Lecture: Urban Communitys vs Network Villages

I found this lecture really interesting but a little hard to commentate on. Mostly because I agree and am really fascinated with the concepts.

Obake and I were discussing this and a couple of issues came up. One was the question of whether we've ever lived in 'hobbiton' villages (small rural communities where everyone knows everyone and everyone's intimately involved in each others lives). I think on one hand it's a myth developed and promoted by nineteenth century writers like Thomas Hardy and George Elliot, and then by the Arts and Crafts movement at the turn of the twentieth century. An idealised place that the industrial revolution ripped from the bosom of mankind. A lot of the modern day reinactors and the community movements of the sixties subscribe to this idea of returning to an idealised pre-industrial village lifestyle. Fortunately we've also got the post-modernist historians arguing that it wasn't quite like that. Yes the villages were small and dependant on each other, but they were also dependant on the whims of the lords or gentry. And these villages tended to be very insular and demanding of particular behaviours. See The Burning Times. This was mentioned during our lecture in relation to Wellman's discussions about Glocalisation.

The network society, however is really interesting in its own right. Particularly in relationship to the way that technology allows us to become 'technosocial' beings. We use the technology to facilitate our relationships - there's a lot of scholarship on this but for the point of this discussion I'll just say that I agree and go on from there.

So what I left the lecture thinking about was two things: one is how my life actually fits in with the network model and two how can I use the technology to enhance these networks. My eyes lit up at the idea of being able to use bluetooth networks to message my friends as we wander through town. I'm a bit of a social director for our crew, and it's definitely an environment where we try (and from the feedback) to be inclusive - if you can make it to something, fantastic, if you can't, maybe we'll see you next time. We've got an event coming up for which I'll enable the greater network (beyond the crew that usually come to everything) and it'll all be done via messanger, lj and email. We have two people we actually have to ring because the sad people don't have everyday internet. We want community - we want a social environment and a sense of belonging, but we're also all very independent people with lives that exist outside of the network as well as in it. A network village works so much better for us than an insular localised village. But then I'm probably a product of my generation (or the next).

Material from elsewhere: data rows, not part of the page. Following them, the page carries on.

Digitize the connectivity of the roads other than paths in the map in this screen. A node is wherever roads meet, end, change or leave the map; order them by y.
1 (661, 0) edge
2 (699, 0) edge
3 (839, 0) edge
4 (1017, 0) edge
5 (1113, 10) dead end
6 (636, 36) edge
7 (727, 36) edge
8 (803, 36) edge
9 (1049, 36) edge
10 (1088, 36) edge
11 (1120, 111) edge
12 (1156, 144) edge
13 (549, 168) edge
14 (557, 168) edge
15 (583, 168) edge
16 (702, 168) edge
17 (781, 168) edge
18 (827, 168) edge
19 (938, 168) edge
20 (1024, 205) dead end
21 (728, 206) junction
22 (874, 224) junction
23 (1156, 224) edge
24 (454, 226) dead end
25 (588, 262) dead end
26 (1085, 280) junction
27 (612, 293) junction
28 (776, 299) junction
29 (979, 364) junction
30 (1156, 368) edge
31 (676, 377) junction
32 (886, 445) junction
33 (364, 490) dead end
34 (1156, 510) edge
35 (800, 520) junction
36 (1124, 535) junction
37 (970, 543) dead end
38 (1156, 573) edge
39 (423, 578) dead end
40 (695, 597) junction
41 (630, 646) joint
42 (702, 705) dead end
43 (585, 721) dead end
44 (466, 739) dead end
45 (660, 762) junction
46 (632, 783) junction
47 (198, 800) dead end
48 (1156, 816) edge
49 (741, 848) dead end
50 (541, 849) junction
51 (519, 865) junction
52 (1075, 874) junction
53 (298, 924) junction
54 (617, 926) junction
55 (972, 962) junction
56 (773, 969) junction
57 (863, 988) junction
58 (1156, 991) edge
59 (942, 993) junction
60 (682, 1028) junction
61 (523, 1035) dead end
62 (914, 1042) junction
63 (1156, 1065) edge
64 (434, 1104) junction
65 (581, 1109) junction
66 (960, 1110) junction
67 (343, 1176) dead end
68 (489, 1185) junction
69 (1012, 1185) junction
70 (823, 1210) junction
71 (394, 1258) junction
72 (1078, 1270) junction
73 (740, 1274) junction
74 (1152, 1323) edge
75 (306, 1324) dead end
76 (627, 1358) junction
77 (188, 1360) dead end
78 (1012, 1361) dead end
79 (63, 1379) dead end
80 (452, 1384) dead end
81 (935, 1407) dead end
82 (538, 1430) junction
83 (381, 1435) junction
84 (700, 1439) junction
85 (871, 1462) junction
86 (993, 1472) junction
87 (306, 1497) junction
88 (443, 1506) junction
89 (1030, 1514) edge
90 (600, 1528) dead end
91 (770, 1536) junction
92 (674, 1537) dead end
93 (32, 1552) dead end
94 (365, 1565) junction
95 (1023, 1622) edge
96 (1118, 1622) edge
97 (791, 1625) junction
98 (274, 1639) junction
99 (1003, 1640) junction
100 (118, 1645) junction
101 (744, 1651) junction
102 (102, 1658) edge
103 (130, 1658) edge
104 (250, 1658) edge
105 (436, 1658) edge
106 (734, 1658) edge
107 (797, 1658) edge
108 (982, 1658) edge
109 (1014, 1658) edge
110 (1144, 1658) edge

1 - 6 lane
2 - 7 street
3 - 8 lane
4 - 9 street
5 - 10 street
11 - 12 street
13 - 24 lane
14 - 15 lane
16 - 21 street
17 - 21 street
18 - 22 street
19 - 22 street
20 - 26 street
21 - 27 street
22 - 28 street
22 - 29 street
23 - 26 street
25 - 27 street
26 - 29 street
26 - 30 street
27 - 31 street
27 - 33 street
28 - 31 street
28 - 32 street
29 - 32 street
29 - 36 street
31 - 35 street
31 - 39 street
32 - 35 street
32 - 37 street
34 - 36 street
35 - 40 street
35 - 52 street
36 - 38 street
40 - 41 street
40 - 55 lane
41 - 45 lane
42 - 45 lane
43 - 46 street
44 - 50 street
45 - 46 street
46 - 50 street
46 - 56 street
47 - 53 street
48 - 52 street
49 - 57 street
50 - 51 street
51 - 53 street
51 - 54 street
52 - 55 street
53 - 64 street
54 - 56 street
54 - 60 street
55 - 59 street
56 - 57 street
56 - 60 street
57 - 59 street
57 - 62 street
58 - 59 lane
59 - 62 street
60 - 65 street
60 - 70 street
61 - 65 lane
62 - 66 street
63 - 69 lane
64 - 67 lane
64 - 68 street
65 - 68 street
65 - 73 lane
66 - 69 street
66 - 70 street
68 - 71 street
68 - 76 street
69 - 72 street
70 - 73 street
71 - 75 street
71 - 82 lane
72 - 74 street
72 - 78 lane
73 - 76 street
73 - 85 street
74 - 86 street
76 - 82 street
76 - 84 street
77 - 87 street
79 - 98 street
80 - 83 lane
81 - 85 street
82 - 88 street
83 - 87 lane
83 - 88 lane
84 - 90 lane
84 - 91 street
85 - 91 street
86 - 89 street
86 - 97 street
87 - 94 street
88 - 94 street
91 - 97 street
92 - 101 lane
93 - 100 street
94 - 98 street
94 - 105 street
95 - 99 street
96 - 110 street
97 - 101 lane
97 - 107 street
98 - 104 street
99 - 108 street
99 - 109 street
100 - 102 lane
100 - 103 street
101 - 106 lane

And as an aside, one of the things that I'm kind of thinking about for my briz.au blog is about 'the Brisbane Effect' - the two degrees of separation and I think that fits very well into this idea of networks - that Brisbane exists in a kind of network state where we're all connected socially through a network. Hmmm. My parents raised me with the motto 'network, network, network' and it's catching up to us 25 years later *grin*.

I really want to do some more work on these concepts and how they fit both into a net-enhanced lifestyle and into our lives (I refuse to use 'real life' as if there's a separation between my life 'on the net' and off it - there isn't). But not now, am sick with flu and waiting for some of my 'net-enabled' friends to come round to watch Bollywood flicks as a going away for our friend who's blogging her journey to Europe for 10 weeks for us on lj.